About this task :: What lines in the records below include the word "sizing"? Return each one.

Records for the task ::
........
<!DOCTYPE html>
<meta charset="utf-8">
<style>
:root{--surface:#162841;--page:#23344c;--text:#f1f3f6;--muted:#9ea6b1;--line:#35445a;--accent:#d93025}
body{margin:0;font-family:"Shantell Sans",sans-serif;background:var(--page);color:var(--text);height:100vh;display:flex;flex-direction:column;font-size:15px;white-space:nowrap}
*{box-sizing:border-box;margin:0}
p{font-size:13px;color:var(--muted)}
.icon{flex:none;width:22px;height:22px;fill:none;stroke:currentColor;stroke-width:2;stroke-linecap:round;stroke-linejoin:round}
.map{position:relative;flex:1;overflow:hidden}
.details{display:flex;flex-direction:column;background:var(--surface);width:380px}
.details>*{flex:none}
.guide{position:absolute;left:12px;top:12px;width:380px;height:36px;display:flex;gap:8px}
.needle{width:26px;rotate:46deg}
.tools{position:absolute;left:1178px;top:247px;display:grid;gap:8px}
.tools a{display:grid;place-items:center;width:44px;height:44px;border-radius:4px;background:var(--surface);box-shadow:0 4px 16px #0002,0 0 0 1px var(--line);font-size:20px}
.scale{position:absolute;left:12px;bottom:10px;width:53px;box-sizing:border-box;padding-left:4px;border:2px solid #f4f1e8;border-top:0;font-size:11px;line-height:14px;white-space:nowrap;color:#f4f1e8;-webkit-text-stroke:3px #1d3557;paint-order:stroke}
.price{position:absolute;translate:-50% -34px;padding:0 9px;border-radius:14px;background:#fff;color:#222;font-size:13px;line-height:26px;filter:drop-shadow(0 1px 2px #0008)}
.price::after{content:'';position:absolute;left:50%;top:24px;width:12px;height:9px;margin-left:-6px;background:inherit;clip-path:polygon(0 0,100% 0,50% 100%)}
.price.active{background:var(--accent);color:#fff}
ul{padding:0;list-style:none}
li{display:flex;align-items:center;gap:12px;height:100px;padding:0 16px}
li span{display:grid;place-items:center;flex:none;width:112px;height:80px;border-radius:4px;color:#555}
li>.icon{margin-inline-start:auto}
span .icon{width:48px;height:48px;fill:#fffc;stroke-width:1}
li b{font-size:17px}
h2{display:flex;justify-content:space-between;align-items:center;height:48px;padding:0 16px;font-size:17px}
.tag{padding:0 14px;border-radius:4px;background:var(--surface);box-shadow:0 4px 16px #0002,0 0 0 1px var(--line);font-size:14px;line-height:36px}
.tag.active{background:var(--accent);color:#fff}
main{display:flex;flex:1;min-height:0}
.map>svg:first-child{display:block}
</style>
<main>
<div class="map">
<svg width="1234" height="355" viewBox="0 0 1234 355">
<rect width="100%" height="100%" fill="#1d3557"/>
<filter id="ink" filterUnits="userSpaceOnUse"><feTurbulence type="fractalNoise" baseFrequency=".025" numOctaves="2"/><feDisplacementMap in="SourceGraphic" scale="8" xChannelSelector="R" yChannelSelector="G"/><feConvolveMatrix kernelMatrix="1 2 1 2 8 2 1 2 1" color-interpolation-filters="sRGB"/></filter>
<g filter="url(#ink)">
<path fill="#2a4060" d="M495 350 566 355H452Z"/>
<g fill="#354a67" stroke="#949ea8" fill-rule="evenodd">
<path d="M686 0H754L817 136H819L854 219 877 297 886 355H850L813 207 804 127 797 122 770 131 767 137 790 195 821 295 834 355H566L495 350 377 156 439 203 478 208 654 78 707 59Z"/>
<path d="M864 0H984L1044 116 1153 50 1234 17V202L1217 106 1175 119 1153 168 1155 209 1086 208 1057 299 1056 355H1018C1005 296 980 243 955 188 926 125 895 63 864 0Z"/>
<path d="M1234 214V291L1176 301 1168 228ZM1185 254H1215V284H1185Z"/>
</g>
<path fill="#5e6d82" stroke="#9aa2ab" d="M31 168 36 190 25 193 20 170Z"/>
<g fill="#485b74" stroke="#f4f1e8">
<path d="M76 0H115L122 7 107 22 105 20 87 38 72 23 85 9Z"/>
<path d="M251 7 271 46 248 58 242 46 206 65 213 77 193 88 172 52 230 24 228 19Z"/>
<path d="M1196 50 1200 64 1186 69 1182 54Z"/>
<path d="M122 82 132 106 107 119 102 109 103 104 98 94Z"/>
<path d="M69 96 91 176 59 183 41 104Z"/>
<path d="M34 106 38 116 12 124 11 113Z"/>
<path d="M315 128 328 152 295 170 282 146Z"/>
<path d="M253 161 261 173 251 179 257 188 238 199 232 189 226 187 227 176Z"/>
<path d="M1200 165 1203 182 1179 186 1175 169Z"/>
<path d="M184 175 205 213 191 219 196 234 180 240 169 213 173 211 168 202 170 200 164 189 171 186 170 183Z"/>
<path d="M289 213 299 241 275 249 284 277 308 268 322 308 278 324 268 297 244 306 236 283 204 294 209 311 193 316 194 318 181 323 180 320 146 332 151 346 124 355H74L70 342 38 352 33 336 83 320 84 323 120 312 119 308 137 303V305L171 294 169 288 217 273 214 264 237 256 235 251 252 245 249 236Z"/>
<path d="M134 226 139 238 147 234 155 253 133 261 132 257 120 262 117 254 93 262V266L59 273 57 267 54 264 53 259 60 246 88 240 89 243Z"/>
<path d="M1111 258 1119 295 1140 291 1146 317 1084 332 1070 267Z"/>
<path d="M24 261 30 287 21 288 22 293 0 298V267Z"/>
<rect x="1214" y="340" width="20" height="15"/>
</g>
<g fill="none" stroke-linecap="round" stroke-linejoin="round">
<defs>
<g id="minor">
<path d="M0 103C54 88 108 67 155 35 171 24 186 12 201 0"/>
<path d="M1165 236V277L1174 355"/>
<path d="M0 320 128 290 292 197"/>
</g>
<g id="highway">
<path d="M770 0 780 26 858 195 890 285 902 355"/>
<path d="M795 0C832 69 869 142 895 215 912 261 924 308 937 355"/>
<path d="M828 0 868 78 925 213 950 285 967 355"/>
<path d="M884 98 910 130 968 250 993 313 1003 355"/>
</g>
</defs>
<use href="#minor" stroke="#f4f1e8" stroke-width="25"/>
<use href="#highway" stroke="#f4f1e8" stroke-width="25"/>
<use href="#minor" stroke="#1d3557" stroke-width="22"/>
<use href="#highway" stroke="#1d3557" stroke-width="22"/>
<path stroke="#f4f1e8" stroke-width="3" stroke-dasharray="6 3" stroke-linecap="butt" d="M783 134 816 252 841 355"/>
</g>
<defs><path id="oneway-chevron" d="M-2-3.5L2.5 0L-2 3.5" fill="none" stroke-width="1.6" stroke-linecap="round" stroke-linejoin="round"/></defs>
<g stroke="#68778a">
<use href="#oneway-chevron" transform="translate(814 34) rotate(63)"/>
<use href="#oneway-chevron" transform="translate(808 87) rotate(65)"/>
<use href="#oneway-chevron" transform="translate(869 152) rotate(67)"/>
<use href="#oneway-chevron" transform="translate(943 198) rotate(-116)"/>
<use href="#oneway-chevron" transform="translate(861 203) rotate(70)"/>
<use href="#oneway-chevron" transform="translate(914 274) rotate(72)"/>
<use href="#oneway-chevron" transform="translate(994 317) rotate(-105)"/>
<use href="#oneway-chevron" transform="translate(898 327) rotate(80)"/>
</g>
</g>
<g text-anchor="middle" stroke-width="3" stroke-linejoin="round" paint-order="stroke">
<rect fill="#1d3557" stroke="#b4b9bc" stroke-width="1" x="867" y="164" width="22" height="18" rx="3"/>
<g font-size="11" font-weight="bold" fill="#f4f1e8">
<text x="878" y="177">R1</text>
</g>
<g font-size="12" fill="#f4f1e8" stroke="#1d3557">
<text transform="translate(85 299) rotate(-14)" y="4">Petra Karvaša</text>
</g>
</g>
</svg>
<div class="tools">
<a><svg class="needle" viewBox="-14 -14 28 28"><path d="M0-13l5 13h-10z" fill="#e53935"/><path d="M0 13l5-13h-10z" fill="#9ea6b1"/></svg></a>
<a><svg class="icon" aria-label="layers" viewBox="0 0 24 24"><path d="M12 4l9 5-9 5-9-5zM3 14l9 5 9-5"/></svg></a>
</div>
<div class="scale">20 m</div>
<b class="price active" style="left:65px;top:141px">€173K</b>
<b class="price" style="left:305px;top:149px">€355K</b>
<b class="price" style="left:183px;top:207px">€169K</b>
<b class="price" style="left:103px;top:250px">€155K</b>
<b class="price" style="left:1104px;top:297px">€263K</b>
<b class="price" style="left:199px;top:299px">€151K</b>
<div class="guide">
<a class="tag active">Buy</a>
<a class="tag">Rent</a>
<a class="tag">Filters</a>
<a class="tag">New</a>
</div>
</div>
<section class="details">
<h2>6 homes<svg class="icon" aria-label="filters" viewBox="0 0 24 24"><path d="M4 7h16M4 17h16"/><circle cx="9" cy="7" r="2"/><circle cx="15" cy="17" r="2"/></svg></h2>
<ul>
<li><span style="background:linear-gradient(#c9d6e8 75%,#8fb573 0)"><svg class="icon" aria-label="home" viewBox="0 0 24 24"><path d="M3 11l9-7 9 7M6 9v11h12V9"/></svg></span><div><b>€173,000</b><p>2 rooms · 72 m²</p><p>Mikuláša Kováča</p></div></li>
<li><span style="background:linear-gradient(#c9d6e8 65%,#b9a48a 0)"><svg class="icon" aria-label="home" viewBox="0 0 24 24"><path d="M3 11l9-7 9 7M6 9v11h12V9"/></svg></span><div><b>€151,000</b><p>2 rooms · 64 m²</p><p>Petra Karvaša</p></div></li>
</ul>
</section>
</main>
........
Solution to this task ::
*{box-sizing:border-box;margin:0}
.scale{position:absolute;left:12px;bottom:10px;width:53px;box-sizing:border-box;padding-left:4px;border:2px solid #f4f1e8;border-top:0;font-size:11px;line-height:14px;white-space:nowrap;color:#f4f1e8;-webkit-text-stroke:3px #1d3557;paint-order:stroke}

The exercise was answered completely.